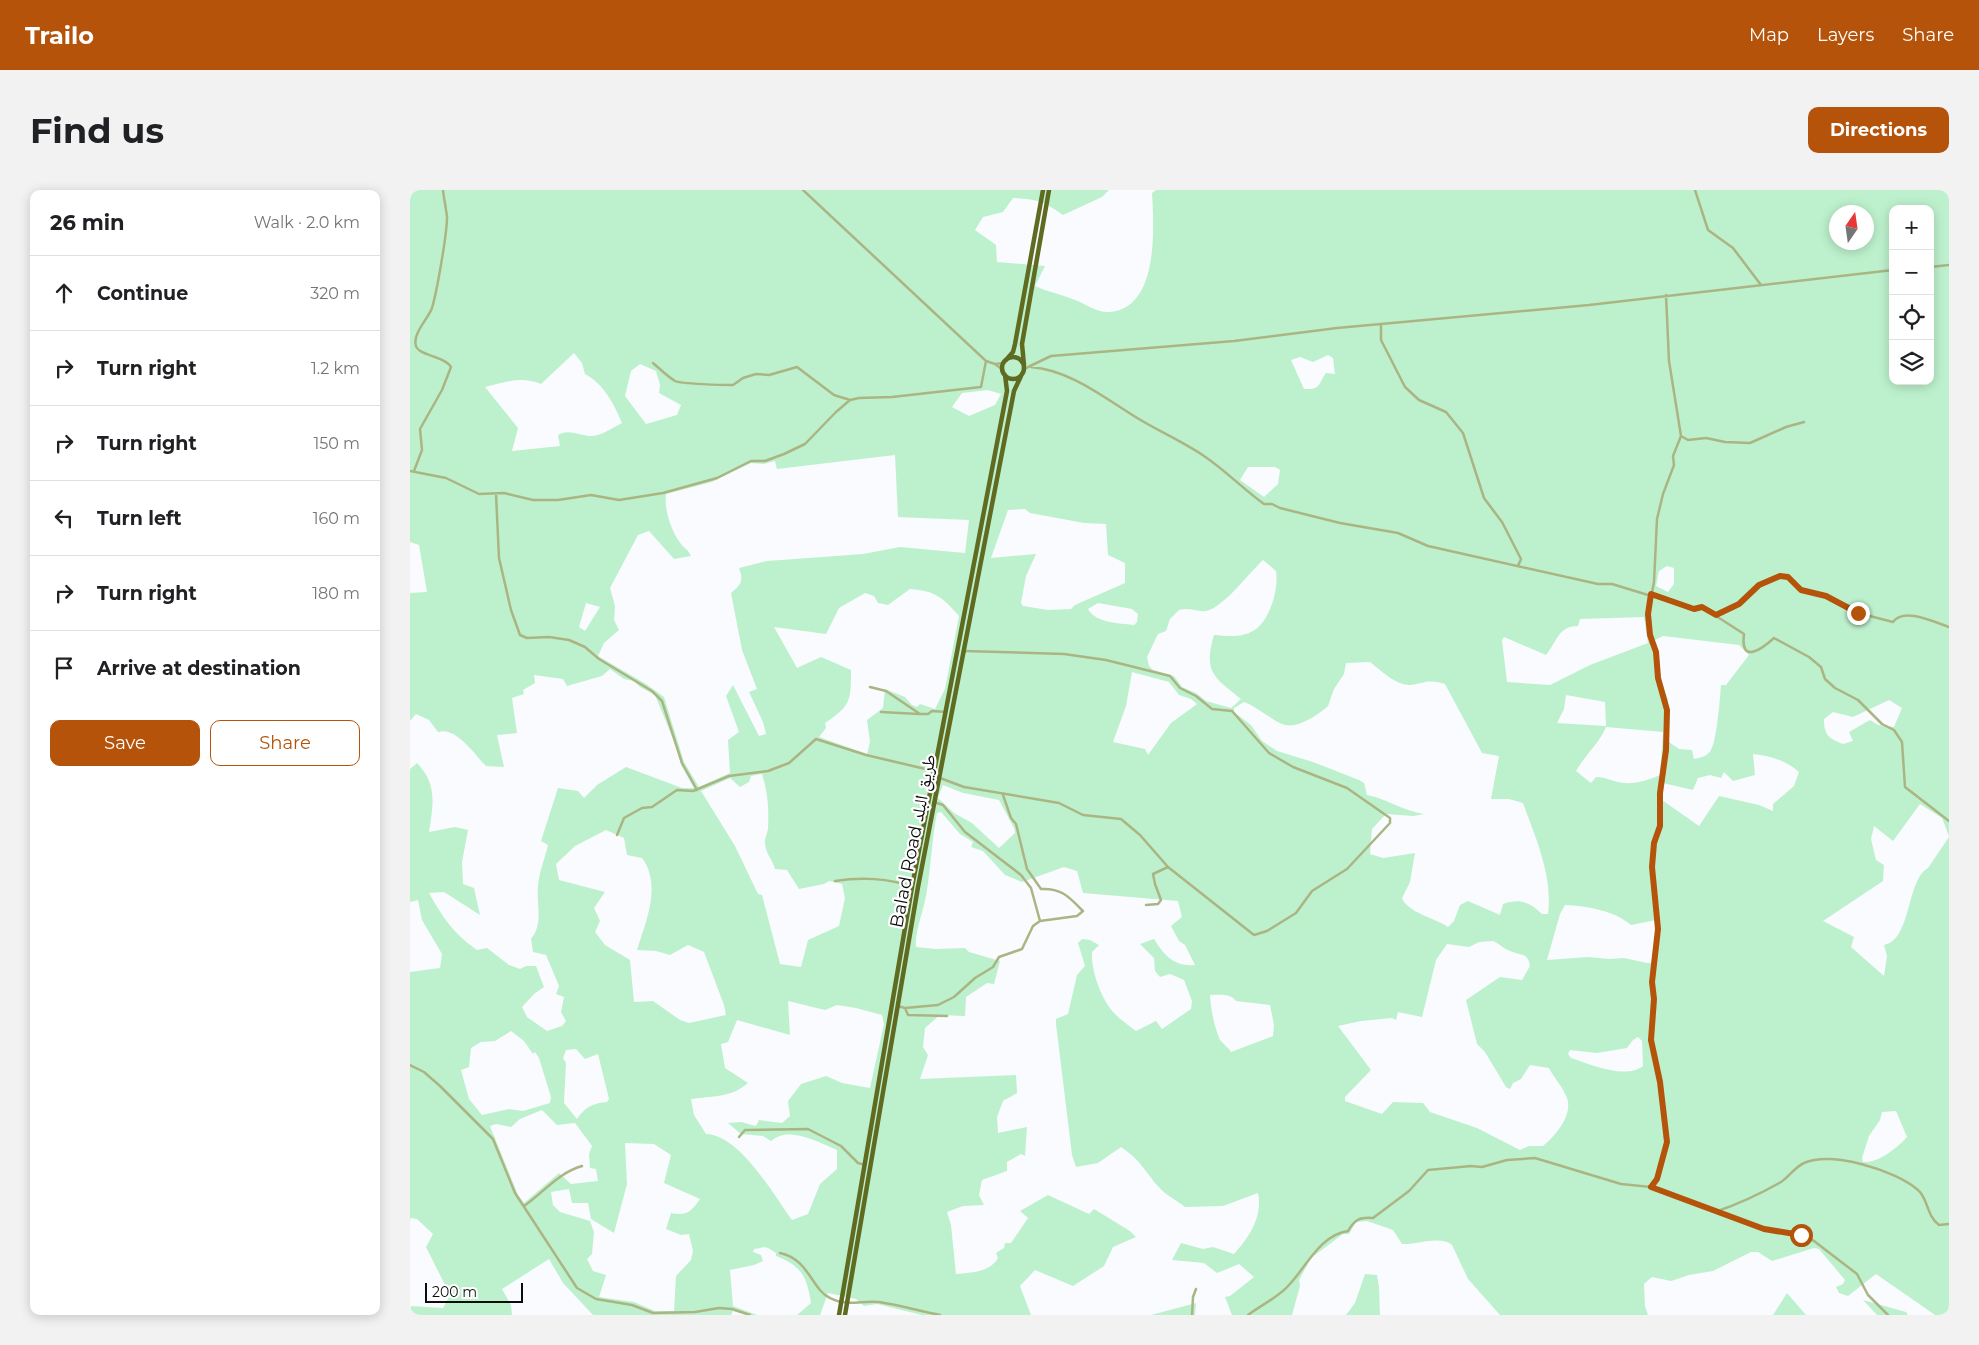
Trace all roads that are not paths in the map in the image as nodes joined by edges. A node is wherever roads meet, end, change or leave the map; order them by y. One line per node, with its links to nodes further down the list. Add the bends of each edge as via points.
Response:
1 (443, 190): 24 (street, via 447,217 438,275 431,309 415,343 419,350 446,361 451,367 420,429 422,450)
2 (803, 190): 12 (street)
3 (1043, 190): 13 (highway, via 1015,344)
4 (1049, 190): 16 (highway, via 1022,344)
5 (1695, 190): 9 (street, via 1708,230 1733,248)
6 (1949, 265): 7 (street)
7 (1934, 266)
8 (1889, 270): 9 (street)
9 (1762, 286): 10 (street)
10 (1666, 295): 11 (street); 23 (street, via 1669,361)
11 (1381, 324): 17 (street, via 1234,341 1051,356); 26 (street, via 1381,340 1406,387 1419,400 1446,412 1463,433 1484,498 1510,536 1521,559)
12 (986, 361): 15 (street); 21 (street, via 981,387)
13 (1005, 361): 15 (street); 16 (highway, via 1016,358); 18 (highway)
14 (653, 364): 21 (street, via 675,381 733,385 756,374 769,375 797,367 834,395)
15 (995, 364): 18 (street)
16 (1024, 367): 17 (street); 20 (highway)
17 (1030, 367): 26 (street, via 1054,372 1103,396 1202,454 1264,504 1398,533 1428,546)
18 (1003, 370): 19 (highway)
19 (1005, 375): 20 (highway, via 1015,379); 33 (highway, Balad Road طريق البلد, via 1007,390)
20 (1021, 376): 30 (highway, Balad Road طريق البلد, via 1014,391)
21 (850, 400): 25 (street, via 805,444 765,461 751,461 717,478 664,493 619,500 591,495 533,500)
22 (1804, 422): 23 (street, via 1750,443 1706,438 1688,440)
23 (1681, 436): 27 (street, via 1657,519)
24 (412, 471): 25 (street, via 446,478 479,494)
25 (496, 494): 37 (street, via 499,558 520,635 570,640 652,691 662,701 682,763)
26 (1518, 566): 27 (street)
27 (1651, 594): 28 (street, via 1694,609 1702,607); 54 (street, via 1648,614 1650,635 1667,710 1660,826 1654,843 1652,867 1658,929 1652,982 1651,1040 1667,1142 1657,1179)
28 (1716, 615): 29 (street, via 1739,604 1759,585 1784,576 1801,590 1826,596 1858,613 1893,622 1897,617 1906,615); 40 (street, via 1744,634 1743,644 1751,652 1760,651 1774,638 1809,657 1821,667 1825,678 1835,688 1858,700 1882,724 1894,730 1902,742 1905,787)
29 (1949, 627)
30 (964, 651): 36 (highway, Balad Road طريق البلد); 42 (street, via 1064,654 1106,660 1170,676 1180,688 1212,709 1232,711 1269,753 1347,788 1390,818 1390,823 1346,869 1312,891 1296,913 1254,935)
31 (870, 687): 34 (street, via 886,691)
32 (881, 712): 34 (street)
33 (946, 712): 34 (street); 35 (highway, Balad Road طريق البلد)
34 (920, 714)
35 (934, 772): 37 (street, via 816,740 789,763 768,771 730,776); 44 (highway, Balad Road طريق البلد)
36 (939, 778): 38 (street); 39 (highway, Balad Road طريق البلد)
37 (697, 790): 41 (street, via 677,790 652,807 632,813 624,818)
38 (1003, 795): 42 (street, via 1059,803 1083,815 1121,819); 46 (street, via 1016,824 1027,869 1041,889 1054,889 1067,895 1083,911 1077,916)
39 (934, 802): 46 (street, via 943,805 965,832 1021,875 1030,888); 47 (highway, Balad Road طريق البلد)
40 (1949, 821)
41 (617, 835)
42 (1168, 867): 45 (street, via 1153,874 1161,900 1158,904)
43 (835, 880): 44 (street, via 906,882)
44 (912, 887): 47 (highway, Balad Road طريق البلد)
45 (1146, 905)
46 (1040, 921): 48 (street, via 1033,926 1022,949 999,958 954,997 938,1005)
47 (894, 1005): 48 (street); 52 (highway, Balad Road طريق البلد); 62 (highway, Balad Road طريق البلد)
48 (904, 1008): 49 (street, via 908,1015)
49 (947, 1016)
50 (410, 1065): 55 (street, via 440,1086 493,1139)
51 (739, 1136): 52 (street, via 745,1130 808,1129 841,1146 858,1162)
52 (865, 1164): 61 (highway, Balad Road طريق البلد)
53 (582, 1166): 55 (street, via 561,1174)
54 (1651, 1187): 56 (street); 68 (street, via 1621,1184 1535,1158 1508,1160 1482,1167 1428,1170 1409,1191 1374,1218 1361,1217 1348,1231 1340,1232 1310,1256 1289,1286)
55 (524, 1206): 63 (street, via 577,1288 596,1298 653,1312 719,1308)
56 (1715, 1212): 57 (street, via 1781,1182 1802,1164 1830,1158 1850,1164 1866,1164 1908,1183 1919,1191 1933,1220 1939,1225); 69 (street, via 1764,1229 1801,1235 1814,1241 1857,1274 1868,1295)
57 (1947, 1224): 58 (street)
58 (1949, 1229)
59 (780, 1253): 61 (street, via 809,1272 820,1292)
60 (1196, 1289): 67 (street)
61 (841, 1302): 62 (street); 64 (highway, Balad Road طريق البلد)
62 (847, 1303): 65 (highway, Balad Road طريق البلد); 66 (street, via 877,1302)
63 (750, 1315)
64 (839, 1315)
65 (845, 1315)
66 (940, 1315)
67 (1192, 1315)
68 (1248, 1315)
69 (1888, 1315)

──────

**WHAT IS EXPECTED:**
Please reproduce every record exactly as written, excluding the pictures.

**TASK OUTPUT:**
Trace all roads that are not paths in the map in the image as nodes joined by edges. A node is wherever roads meet, end, change or leave the map; order them by y. One line per node, with its links to nodes further down the list. Add the bends of each edge as via points.
Response:
1 (443, 190): 24 (street, via 447,217 438,275 431,309 415,343 419,350 446,361 451,367 420,429 422,450)
2 (803, 190): 12 (street)
3 (1043, 190): 13 (highway, via 1015,344)
4 (1049, 190): 16 (highway, via 1022,344)
5 (1695, 190): 9 (street, via 1708,230 1733,248)
6 (1949, 265): 7 (street)
7 (1934, 266)
8 (1889, 270): 9 (street)
9 (1762, 286): 10 (street)
10 (1666, 295): 11 (street); 23 (street, via 1669,361)
11 (1381, 324): 17 (street, via 1234,341 1051,356); 26 (street, via 1381,340 1406,387 1419,400 1446,412 1463,433 1484,498 1510,536 1521,559)
12 (986, 361): 15 (street); 21 (street, via 981,387)
13 (1005, 361): 15 (street); 16 (highway, via 1016,358); 18 (highway)
14 (653, 364): 21 (street, via 675,381 733,385 756,374 769,375 797,367 834,395)
15 (995, 364): 18 (street)
16 (1024, 367): 17 (street); 20 (highway)
17 (1030, 367): 26 (street, via 1054,372 1103,396 1202,454 1264,504 1398,533 1428,546)
18 (1003, 370): 19 (highway)
19 (1005, 375): 20 (highway, via 1015,379); 33 (highway, Balad Road طريق البلد, via 1007,390)
20 (1021, 376): 30 (highway, Balad Road طريق البلد, via 1014,391)
21 (850, 400): 25 (street, via 805,444 765,461 751,461 717,478 664,493 619,500 591,495 533,500)
22 (1804, 422): 23 (street, via 1750,443 1706,438 1688,440)
23 (1681, 436): 27 (street, via 1657,519)
24 (412, 471): 25 (street, via 446,478 479,494)
25 (496, 494): 37 (street, via 499,558 520,635 570,640 652,691 662,701 682,763)
26 (1518, 566): 27 (street)
27 (1651, 594): 28 (street, via 1694,609 1702,607); 54 (street, via 1648,614 1650,635 1667,710 1660,826 1654,843 1652,867 1658,929 1652,982 1651,1040 1667,1142 1657,1179)
28 (1716, 615): 29 (street, via 1739,604 1759,585 1784,576 1801,590 1826,596 1858,613 1893,622 1897,617 1906,615); 40 (street, via 1744,634 1743,644 1751,652 1760,651 1774,638 1809,657 1821,667 1825,678 1835,688 1858,700 1882,724 1894,730 1902,742 1905,787)
29 (1949, 627)
30 (964, 651): 36 (highway, Balad Road طريق البلد); 42 (street, via 1064,654 1106,660 1170,676 1180,688 1212,709 1232,711 1269,753 1347,788 1390,818 1390,823 1346,869 1312,891 1296,913 1254,935)
31 (870, 687): 34 (street, via 886,691)
32 (881, 712): 34 (street)
33 (946, 712): 34 (street); 35 (highway, Balad Road طريق البلد)
34 (920, 714)
35 (934, 772): 37 (street, via 816,740 789,763 768,771 730,776); 44 (highway, Balad Road طريق البلد)
36 (939, 778): 38 (street); 39 (highway, Balad Road طريق البلد)
37 (697, 790): 41 (street, via 677,790 652,807 632,813 624,818)
38 (1003, 795): 42 (street, via 1059,803 1083,815 1121,819); 46 (street, via 1016,824 1027,869 1041,889 1054,889 1067,895 1083,911 1077,916)
39 (934, 802): 46 (street, via 943,805 965,832 1021,875 1030,888); 47 (highway, Balad Road طريق البلد)
40 (1949, 821)
41 (617, 835)
42 (1168, 867): 45 (street, via 1153,874 1161,900 1158,904)
43 (835, 880): 44 (street, via 906,882)
44 (912, 887): 47 (highway, Balad Road طريق البلد)
45 (1146, 905)
46 (1040, 921): 48 (street, via 1033,926 1022,949 999,958 954,997 938,1005)
47 (894, 1005): 48 (street); 52 (highway, Balad Road طريق البلد); 62 (highway, Balad Road طريق البلد)
48 (904, 1008): 49 (street, via 908,1015)
49 (947, 1016)
50 (410, 1065): 55 (street, via 440,1086 493,1139)
51 (739, 1136): 52 (street, via 745,1130 808,1129 841,1146 858,1162)
52 (865, 1164): 61 (highway, Balad Road طريق البلد)
53 (582, 1166): 55 (street, via 561,1174)
54 (1651, 1187): 56 (street); 68 (street, via 1621,1184 1535,1158 1508,1160 1482,1167 1428,1170 1409,1191 1374,1218 1361,1217 1348,1231 1340,1232 1310,1256 1289,1286)
55 (524, 1206): 63 (street, via 577,1288 596,1298 653,1312 719,1308)
56 (1715, 1212): 57 (street, via 1781,1182 1802,1164 1830,1158 1850,1164 1866,1164 1908,1183 1919,1191 1933,1220 1939,1225); 69 (street, via 1764,1229 1801,1235 1814,1241 1857,1274 1868,1295)
57 (1947, 1224): 58 (street)
58 (1949, 1229)
59 (780, 1253): 61 (street, via 809,1272 820,1292)
60 (1196, 1289): 67 (street)
61 (841, 1302): 62 (street); 64 (highway, Balad Road طريق البلد)
62 (847, 1303): 65 (highway, Balad Road طريق البلد); 66 (street, via 877,1302)
63 (750, 1315)
64 (839, 1315)
65 (845, 1315)
66 (940, 1315)
67 (1192, 1315)
68 (1248, 1315)
69 (1888, 1315)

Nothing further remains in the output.